» Task to complete
Provide only the number of lines in the records where "Olivos" appears.

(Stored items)
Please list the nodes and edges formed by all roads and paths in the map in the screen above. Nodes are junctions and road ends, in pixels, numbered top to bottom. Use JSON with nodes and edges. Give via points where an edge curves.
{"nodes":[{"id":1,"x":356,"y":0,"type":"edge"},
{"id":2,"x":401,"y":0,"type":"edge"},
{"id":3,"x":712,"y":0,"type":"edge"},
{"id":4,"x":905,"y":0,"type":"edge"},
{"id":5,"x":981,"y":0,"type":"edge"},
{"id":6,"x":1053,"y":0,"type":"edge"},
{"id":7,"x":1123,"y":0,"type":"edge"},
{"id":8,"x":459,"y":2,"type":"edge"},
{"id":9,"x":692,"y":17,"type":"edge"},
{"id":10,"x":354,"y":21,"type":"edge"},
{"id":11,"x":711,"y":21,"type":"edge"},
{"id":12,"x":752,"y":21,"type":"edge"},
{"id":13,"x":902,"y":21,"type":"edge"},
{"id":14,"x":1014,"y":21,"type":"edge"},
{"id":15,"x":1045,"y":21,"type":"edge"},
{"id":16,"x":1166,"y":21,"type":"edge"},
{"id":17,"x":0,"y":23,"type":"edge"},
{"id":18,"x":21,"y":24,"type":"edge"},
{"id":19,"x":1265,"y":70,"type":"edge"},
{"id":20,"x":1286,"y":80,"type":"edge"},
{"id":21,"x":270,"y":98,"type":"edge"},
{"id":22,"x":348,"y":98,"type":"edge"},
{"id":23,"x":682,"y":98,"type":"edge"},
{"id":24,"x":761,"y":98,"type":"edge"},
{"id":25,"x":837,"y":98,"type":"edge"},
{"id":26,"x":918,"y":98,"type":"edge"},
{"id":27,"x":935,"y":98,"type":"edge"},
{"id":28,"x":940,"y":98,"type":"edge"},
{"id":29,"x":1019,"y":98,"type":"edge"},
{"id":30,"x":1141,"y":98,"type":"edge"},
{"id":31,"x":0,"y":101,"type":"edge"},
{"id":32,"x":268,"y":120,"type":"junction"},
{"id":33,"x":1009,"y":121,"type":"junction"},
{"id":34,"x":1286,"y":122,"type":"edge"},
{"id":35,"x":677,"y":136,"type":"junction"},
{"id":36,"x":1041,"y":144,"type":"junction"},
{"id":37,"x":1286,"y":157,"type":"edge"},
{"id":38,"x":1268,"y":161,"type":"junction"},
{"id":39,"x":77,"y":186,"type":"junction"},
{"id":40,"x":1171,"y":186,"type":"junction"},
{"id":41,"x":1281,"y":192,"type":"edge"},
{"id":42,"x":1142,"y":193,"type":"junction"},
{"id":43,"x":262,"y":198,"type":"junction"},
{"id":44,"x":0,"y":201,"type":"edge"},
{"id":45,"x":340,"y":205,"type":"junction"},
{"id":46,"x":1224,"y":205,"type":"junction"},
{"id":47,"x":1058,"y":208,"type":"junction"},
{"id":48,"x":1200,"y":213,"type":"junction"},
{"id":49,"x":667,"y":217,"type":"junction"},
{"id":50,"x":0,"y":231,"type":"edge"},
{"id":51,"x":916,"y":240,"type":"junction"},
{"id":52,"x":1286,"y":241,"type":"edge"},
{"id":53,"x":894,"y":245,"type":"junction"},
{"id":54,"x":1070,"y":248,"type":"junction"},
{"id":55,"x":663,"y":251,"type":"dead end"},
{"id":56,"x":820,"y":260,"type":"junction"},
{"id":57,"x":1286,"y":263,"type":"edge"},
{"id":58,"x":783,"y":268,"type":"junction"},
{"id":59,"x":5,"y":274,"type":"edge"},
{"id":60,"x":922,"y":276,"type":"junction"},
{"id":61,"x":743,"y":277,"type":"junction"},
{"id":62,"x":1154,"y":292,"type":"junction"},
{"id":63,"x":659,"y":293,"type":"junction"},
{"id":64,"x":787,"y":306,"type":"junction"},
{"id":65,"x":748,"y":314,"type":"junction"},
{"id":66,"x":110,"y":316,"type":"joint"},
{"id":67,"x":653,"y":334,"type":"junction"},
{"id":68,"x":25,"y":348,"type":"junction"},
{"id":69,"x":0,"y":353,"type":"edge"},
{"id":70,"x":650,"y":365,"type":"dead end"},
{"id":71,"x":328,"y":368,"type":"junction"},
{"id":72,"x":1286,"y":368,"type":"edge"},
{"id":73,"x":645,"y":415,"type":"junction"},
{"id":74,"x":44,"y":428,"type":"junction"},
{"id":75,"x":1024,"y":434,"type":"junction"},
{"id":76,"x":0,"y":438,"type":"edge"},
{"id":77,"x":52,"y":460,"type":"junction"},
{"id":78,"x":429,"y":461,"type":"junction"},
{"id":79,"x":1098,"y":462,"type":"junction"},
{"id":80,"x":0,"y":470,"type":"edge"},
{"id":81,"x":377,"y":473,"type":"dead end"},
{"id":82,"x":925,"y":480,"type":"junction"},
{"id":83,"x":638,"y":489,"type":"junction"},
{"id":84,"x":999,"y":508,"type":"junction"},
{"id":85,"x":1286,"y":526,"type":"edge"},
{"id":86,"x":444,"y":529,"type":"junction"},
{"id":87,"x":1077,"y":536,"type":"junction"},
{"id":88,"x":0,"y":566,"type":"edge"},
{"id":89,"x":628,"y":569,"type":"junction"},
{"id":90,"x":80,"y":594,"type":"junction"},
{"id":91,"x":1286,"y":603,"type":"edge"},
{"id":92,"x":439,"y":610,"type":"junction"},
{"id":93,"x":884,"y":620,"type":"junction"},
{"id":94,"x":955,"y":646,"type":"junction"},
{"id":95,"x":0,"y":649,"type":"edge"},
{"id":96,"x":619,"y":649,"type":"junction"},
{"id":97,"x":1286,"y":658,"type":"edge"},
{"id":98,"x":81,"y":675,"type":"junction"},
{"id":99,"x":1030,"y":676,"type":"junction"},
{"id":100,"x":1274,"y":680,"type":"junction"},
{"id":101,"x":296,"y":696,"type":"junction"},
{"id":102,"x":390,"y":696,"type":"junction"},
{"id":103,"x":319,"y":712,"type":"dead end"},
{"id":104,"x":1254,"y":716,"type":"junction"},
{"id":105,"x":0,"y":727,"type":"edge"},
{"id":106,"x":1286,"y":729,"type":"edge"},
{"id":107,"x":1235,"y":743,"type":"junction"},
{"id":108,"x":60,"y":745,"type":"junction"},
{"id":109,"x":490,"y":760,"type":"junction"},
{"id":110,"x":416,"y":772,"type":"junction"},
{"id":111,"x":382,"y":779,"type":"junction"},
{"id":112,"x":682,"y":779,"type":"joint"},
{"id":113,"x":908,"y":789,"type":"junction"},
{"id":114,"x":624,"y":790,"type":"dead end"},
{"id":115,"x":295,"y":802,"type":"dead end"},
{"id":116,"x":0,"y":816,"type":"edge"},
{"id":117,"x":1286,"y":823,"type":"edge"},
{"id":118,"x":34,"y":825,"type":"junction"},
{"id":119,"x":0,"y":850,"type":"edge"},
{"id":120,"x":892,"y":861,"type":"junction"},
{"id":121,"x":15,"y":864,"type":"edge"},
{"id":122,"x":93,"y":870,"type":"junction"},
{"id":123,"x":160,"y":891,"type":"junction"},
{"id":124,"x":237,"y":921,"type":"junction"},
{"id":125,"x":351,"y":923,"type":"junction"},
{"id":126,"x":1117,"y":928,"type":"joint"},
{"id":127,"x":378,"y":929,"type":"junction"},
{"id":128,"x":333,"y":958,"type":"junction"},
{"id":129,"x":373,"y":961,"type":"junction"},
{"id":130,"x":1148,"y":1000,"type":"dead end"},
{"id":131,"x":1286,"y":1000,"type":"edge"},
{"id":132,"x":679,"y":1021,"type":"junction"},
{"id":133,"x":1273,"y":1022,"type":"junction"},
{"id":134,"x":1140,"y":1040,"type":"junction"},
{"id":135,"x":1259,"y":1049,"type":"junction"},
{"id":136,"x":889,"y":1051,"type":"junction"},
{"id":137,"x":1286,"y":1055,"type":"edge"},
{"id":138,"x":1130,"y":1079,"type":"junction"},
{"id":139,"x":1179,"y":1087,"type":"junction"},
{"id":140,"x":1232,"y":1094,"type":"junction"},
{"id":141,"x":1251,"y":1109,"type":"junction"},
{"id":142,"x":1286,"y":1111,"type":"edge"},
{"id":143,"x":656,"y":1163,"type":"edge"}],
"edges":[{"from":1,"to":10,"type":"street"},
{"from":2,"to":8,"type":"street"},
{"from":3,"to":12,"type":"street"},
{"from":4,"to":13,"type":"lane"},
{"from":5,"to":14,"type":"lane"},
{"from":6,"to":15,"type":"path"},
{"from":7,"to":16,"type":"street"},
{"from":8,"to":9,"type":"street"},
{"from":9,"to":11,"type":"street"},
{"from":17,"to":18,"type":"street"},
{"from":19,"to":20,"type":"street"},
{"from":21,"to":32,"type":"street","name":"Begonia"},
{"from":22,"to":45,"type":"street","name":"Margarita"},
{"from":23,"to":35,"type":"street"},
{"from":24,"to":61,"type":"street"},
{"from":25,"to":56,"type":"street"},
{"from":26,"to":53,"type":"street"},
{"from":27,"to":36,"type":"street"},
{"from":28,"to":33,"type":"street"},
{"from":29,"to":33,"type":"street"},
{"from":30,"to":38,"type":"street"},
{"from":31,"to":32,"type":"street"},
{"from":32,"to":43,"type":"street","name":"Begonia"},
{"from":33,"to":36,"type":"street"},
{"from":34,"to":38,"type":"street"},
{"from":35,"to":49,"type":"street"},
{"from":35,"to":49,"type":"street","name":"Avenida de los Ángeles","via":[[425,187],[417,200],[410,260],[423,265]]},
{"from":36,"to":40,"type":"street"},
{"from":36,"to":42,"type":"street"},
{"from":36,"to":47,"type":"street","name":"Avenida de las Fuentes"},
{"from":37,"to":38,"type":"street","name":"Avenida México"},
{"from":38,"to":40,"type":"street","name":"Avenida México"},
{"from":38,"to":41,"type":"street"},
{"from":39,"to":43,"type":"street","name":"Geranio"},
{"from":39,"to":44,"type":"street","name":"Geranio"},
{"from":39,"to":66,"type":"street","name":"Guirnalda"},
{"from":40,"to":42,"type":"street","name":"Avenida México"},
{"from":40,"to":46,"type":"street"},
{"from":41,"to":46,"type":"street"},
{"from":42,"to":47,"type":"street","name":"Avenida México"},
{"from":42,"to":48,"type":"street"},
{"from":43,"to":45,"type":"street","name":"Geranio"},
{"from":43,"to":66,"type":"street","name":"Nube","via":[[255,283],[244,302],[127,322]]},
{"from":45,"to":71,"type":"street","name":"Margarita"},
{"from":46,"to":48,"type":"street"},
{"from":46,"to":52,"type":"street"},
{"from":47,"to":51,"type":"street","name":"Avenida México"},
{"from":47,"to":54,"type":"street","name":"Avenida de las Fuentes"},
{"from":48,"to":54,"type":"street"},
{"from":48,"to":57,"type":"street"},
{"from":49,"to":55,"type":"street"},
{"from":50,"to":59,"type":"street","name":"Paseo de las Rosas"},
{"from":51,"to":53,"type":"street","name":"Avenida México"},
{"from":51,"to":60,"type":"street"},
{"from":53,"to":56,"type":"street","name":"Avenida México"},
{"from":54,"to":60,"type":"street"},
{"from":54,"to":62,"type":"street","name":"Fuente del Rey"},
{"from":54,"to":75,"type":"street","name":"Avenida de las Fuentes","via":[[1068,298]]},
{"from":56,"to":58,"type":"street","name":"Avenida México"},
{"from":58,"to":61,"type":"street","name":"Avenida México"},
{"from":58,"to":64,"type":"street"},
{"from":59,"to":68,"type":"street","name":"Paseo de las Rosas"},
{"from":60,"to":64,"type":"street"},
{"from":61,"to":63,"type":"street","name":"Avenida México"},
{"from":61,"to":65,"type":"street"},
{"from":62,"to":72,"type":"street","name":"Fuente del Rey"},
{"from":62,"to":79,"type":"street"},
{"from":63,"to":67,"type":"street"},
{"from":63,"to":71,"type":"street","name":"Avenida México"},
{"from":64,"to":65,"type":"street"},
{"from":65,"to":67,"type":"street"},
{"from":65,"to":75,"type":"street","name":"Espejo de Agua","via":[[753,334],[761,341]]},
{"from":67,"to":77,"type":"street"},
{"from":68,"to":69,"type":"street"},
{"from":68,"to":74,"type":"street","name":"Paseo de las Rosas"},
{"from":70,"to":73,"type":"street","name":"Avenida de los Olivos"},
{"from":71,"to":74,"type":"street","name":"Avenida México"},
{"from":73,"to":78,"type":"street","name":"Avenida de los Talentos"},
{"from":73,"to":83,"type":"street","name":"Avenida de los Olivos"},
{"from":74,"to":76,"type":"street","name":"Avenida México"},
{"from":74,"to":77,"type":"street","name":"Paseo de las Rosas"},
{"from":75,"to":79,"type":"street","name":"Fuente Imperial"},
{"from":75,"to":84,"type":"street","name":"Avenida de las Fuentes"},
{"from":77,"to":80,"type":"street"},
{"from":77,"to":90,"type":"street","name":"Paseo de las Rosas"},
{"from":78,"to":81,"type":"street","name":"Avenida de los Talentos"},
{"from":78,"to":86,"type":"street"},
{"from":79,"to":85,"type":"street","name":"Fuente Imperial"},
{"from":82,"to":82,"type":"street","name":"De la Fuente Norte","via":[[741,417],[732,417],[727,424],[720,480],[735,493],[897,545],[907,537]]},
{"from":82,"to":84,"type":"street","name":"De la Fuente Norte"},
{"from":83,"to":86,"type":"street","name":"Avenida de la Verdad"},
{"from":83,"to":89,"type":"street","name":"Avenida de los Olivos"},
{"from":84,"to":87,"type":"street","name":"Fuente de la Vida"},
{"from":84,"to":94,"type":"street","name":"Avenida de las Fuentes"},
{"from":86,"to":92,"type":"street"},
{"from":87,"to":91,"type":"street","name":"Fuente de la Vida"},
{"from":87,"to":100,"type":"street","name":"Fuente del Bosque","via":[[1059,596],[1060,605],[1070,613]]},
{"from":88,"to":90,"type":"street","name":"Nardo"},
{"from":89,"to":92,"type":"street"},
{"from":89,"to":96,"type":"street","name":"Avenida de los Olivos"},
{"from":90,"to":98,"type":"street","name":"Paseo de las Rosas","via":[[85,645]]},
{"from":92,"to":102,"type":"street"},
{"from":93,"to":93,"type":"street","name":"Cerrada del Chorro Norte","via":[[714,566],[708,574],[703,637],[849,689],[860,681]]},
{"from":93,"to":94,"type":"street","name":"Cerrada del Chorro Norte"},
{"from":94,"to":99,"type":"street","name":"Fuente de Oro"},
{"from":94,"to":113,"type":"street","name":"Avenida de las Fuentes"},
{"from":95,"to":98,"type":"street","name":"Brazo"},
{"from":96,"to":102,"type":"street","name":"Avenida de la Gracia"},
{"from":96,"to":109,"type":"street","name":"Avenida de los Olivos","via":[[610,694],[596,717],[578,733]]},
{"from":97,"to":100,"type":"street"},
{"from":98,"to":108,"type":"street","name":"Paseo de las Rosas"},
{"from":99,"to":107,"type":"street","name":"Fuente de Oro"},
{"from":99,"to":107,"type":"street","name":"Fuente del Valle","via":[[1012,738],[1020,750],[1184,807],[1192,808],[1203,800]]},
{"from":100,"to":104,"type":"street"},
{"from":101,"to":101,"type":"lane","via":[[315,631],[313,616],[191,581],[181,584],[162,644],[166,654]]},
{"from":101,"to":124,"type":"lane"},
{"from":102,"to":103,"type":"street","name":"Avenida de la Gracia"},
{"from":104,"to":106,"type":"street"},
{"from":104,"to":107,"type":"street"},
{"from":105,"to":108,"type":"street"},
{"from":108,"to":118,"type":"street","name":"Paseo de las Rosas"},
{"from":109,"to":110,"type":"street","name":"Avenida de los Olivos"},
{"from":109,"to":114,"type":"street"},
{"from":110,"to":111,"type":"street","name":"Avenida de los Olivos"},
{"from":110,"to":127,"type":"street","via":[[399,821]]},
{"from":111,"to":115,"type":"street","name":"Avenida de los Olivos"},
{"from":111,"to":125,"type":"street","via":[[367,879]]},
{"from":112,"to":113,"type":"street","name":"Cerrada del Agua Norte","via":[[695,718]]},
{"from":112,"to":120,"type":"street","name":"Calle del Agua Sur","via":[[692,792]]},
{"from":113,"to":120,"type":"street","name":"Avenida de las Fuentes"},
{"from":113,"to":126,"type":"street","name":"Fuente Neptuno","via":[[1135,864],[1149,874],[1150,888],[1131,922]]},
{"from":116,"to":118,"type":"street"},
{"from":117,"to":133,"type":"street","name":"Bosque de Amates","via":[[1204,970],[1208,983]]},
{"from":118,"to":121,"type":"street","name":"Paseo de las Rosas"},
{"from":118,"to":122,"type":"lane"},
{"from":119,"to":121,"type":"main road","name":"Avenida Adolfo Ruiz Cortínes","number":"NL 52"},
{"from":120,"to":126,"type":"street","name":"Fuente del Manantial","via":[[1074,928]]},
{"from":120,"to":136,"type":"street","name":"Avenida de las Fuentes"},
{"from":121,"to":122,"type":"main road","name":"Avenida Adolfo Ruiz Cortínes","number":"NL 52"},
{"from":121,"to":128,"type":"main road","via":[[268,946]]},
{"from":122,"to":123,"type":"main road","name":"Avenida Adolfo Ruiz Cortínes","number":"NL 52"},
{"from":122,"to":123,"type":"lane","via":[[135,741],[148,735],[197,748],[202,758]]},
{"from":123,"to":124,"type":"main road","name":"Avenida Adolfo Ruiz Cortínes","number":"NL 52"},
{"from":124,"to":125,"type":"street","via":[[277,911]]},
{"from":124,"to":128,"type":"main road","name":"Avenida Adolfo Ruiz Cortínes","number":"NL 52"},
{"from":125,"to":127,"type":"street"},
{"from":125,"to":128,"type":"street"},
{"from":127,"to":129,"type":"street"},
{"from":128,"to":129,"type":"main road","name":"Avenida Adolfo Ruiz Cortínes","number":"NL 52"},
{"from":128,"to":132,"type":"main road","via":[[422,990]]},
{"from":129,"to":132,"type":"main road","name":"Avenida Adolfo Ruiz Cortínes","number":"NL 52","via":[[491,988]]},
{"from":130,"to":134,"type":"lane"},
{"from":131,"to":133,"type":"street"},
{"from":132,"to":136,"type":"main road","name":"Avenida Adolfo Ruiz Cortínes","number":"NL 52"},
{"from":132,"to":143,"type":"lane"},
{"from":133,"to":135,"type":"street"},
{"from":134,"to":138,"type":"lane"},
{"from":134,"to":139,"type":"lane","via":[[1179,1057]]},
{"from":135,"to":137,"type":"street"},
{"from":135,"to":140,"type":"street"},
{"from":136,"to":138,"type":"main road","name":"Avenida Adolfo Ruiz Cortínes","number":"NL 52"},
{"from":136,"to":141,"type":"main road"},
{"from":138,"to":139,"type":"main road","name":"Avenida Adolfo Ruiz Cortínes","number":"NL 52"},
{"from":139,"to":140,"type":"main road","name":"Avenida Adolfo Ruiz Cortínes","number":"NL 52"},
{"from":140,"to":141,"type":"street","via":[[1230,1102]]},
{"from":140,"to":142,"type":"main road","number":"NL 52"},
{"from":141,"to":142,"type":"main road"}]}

» Solved problem
8